These Phase 1a walls  enclosed a vast area and included Athens' two main ports.

Athenian strategy and politics
The building of the Long Walls reflected a larger strategy that Athens had come to follow in the early 5th century.  Unlike most Greek city states, which specialized in fielding Hoplite armies, Athens had focused on the navy as the centre of its military since the time of the building of her first fleet during a war with Aegina in the 480s BC.  

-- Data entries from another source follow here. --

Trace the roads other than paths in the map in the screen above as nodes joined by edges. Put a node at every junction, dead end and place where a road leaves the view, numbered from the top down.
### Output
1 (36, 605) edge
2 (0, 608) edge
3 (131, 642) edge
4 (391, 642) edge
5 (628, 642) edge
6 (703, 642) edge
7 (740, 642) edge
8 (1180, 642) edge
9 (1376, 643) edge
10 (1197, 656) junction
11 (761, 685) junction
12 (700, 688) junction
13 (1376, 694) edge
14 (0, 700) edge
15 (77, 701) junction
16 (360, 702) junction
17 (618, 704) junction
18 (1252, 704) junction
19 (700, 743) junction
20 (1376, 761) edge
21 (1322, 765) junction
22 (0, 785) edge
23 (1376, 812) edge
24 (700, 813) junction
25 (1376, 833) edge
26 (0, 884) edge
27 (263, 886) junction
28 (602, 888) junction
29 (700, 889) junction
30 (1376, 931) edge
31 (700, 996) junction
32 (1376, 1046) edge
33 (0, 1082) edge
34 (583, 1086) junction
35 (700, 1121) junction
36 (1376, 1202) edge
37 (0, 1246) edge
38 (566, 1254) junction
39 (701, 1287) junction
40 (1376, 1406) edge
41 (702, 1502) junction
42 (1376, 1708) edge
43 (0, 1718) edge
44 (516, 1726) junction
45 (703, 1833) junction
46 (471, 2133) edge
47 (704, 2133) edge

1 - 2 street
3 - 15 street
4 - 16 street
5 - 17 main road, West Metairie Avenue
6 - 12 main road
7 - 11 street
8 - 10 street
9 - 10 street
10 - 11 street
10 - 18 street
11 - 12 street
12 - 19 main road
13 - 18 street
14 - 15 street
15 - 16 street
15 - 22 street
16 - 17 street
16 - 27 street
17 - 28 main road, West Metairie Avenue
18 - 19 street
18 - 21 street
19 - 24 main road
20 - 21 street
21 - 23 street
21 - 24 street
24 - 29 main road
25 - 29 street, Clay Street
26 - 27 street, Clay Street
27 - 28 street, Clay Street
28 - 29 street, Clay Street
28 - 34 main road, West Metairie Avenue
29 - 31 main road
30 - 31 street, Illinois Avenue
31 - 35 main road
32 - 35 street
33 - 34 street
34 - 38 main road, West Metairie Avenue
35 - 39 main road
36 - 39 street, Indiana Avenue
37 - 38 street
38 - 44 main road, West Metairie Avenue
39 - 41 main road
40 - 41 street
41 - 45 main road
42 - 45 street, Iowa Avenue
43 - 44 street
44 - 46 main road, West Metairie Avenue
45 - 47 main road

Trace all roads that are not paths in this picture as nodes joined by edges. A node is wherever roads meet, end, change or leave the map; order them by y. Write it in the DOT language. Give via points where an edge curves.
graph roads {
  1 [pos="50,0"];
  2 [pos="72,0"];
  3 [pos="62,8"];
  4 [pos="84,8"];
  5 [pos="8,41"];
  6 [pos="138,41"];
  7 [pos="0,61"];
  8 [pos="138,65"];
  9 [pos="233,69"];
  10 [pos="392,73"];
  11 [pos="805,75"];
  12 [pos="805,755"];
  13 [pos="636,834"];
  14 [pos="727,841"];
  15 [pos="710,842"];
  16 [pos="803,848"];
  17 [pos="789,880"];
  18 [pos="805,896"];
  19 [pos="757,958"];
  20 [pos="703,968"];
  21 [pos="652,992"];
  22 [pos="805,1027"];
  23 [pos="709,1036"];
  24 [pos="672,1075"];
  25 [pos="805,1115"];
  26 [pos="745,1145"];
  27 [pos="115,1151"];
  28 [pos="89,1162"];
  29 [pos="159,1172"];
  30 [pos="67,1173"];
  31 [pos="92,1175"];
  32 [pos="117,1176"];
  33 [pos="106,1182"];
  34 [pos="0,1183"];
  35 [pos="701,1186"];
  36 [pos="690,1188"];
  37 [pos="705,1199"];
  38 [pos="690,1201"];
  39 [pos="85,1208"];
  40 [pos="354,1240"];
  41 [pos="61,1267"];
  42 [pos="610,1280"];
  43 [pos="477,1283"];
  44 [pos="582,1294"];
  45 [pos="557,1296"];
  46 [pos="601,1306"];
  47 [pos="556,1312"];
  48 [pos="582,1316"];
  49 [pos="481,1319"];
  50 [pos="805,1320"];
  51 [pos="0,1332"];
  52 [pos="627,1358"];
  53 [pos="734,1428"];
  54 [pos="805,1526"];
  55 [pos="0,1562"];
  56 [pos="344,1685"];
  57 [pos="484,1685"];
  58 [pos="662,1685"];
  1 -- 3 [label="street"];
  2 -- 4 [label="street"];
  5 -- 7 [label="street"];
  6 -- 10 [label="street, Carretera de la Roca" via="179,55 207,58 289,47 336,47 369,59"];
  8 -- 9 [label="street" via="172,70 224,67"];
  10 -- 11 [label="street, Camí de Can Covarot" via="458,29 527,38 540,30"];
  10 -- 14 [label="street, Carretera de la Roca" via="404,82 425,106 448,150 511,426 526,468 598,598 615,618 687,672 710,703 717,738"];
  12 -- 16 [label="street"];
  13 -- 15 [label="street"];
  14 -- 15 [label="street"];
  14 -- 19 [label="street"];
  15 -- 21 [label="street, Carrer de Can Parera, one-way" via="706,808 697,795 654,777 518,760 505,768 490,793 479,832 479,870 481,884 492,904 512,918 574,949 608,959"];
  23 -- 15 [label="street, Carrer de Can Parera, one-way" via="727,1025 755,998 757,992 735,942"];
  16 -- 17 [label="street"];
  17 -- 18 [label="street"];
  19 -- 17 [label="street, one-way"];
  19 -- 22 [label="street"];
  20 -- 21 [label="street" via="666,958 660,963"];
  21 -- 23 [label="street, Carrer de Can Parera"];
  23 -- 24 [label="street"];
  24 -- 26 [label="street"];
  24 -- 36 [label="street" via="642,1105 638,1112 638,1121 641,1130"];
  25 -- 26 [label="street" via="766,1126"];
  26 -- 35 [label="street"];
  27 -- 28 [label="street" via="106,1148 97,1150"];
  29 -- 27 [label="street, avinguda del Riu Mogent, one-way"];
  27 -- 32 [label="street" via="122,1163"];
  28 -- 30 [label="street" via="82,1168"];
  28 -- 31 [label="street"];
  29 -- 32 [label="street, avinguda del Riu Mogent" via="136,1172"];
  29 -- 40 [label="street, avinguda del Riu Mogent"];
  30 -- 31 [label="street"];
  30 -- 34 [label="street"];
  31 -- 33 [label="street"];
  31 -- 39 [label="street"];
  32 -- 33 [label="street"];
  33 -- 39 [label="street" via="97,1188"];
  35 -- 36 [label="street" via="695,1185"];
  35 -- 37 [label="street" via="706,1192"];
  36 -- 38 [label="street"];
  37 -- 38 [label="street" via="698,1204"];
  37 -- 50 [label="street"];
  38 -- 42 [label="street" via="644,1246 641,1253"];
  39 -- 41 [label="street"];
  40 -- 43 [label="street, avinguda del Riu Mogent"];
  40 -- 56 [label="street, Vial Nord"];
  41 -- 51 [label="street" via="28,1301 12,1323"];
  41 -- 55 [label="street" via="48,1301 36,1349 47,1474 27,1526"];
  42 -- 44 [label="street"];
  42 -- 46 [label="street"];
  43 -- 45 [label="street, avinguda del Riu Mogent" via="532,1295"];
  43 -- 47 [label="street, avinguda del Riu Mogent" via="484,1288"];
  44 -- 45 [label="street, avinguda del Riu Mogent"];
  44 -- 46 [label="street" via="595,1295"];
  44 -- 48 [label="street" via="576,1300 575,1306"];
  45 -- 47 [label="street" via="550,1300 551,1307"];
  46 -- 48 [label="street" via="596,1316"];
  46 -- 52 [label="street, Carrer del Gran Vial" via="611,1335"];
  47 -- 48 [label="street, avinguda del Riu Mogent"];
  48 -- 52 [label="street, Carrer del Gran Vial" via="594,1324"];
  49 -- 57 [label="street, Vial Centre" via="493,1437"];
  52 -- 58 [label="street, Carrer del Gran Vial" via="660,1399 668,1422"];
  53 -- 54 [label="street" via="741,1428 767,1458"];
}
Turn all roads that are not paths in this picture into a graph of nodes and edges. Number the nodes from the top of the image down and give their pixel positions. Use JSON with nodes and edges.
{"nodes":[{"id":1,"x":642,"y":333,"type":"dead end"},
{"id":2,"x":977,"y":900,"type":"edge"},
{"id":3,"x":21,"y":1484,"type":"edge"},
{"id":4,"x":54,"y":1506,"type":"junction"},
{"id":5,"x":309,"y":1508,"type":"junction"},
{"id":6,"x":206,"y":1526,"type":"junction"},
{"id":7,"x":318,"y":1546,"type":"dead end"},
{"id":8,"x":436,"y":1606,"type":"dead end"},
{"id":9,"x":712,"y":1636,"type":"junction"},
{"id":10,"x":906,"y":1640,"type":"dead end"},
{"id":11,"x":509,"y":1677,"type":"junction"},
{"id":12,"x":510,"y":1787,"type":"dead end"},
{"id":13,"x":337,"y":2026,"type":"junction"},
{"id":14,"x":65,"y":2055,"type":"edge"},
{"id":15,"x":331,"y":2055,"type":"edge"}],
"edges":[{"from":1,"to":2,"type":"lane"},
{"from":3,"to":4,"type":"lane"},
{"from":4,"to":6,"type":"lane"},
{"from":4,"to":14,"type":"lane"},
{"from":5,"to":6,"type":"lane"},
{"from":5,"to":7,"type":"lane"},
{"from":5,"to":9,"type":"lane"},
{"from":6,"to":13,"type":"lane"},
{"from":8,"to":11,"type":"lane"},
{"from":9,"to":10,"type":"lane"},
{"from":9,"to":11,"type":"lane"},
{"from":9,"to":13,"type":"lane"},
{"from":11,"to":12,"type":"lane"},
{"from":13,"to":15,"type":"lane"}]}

With the founding of the Delian League in 477 BC, Athens became committed to the long term prosecution of a naval war against the Persians.  Over the following decades, the Athenian navy became the mainstay of an increasingly imperial league, and Athenian control of the sea allowed the city to be supplied with grain from the Hellespont and Black Sea regions.  The naval policy was not seriously questioned by either democrats or oligarchs during the years between 480 and 462 BC, but later, after Thucydides son of Melesias had made opposition to an imperialist policy a rallying cry of the oligarchic faction, the writer known as the Old Oligarch would identify the navy and democracy as inextricably linked, an inference echoed by modern scholars. The long walls were a critical factor in allowing the Athenian fleet to become the city's paramount strength.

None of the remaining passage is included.